Count every line below that holds "新青梅街道". The answer is the number alone.
Material for the task: Begin
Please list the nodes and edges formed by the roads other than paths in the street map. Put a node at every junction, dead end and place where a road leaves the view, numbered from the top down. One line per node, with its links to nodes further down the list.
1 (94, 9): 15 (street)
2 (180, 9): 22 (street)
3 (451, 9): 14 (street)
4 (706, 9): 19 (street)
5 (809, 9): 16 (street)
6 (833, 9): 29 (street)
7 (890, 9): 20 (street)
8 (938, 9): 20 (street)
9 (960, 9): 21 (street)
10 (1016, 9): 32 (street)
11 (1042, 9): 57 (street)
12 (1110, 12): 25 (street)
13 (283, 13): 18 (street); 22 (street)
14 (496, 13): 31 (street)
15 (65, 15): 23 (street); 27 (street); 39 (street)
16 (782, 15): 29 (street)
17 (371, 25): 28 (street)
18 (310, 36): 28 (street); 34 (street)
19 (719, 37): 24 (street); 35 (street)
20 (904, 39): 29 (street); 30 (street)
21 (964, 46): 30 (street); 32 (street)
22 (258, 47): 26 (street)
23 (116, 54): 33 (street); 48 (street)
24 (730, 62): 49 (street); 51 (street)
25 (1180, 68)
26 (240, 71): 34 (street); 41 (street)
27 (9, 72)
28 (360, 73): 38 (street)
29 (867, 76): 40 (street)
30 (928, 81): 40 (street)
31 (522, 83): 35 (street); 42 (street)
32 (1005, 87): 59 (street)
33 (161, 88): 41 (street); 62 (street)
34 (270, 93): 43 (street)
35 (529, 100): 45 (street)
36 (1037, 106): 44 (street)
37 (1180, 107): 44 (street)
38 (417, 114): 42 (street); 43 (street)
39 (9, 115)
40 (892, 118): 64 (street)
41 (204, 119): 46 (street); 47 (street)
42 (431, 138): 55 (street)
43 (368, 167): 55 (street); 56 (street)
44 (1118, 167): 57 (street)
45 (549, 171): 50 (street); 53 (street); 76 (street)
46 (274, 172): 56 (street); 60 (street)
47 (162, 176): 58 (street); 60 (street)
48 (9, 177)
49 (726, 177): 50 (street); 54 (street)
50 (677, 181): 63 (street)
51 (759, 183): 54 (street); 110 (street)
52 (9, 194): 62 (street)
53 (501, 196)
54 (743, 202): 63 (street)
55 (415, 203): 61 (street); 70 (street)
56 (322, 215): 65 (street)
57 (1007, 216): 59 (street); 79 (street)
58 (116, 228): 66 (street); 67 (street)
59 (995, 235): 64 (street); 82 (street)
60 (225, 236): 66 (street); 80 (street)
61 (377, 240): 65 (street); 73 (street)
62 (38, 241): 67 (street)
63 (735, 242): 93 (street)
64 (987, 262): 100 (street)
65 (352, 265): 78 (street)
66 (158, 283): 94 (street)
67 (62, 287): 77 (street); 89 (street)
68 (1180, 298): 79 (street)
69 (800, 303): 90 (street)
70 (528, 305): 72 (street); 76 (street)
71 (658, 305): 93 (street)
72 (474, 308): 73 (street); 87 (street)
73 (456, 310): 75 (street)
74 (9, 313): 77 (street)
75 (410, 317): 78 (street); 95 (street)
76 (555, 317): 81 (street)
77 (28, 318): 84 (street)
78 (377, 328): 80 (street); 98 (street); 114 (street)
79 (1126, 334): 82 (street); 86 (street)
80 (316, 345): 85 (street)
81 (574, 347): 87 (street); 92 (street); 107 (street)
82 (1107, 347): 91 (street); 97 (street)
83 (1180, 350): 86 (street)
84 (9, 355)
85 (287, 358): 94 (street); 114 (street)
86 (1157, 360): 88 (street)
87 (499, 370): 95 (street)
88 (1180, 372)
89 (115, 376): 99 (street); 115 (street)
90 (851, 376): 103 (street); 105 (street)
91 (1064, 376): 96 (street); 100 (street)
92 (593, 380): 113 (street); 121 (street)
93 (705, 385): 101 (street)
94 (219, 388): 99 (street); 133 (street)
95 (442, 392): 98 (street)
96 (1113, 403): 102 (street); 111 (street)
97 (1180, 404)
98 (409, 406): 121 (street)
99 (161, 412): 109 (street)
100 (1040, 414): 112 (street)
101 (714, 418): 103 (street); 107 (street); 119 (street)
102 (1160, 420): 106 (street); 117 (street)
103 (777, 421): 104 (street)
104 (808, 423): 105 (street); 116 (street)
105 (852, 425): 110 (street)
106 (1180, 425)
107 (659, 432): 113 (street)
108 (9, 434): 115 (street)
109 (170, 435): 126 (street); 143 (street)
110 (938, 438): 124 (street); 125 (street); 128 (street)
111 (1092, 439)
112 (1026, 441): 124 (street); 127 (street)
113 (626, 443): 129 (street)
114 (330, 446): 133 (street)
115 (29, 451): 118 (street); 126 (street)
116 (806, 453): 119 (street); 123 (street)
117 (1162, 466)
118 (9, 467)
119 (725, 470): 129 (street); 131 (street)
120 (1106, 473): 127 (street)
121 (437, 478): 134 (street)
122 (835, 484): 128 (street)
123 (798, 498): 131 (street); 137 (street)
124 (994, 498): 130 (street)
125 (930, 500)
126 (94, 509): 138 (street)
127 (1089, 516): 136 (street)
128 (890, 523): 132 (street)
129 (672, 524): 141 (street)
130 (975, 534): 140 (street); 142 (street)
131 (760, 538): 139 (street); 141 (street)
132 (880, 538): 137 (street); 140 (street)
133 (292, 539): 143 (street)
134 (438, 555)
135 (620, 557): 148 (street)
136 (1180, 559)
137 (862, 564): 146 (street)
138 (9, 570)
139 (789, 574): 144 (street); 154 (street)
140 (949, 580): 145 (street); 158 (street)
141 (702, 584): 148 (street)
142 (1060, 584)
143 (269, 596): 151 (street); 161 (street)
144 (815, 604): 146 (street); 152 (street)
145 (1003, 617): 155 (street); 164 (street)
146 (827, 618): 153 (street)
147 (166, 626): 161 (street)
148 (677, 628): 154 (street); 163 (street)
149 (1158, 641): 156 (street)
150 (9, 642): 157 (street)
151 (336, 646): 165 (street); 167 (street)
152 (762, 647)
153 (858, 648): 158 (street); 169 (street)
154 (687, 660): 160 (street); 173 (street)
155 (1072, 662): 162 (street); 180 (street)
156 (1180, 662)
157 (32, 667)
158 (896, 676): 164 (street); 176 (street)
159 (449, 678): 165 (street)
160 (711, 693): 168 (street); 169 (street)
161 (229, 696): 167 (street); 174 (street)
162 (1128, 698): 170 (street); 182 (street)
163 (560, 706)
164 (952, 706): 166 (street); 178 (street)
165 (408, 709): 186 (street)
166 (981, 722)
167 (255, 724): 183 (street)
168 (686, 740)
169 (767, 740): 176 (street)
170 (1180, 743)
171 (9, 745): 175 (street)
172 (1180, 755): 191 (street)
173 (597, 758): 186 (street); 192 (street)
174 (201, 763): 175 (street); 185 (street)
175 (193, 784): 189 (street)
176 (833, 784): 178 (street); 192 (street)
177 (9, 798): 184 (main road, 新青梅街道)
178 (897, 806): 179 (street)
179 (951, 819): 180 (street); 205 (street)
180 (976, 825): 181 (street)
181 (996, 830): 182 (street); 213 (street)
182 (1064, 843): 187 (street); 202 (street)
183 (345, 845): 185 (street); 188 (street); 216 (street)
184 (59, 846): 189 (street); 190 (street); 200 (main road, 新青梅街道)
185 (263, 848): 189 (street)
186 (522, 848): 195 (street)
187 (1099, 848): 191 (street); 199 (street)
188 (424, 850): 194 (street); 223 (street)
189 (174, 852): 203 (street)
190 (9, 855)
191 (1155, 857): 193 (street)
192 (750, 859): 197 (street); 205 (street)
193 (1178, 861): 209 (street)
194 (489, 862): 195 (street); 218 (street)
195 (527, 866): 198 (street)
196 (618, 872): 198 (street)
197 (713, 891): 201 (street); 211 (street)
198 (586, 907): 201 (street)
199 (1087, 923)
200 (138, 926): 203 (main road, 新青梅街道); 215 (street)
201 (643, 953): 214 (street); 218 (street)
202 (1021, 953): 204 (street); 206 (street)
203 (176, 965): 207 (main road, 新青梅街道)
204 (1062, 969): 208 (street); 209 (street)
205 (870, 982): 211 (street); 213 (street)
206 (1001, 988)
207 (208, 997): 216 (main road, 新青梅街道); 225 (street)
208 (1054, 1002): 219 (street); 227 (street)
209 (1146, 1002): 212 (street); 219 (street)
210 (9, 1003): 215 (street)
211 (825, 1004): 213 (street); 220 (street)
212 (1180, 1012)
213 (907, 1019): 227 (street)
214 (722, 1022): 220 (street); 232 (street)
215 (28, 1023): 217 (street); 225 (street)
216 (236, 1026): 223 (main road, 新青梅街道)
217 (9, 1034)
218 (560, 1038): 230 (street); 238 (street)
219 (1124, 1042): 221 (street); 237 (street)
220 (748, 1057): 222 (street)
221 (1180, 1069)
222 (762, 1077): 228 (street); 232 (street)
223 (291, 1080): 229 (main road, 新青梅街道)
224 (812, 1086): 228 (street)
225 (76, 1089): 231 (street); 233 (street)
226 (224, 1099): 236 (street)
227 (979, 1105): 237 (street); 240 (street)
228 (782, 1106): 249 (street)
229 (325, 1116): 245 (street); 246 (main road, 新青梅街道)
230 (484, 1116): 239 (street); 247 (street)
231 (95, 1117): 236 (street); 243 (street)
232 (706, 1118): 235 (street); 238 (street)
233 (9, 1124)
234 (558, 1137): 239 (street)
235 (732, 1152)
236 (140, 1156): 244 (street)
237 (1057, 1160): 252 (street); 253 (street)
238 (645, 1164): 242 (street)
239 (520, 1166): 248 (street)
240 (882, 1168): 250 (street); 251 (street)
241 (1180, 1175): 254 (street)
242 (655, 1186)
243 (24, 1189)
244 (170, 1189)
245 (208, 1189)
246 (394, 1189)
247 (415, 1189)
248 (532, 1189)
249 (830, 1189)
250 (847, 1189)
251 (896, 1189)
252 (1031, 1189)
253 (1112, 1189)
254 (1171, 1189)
Material for the task: End
### Finished task
8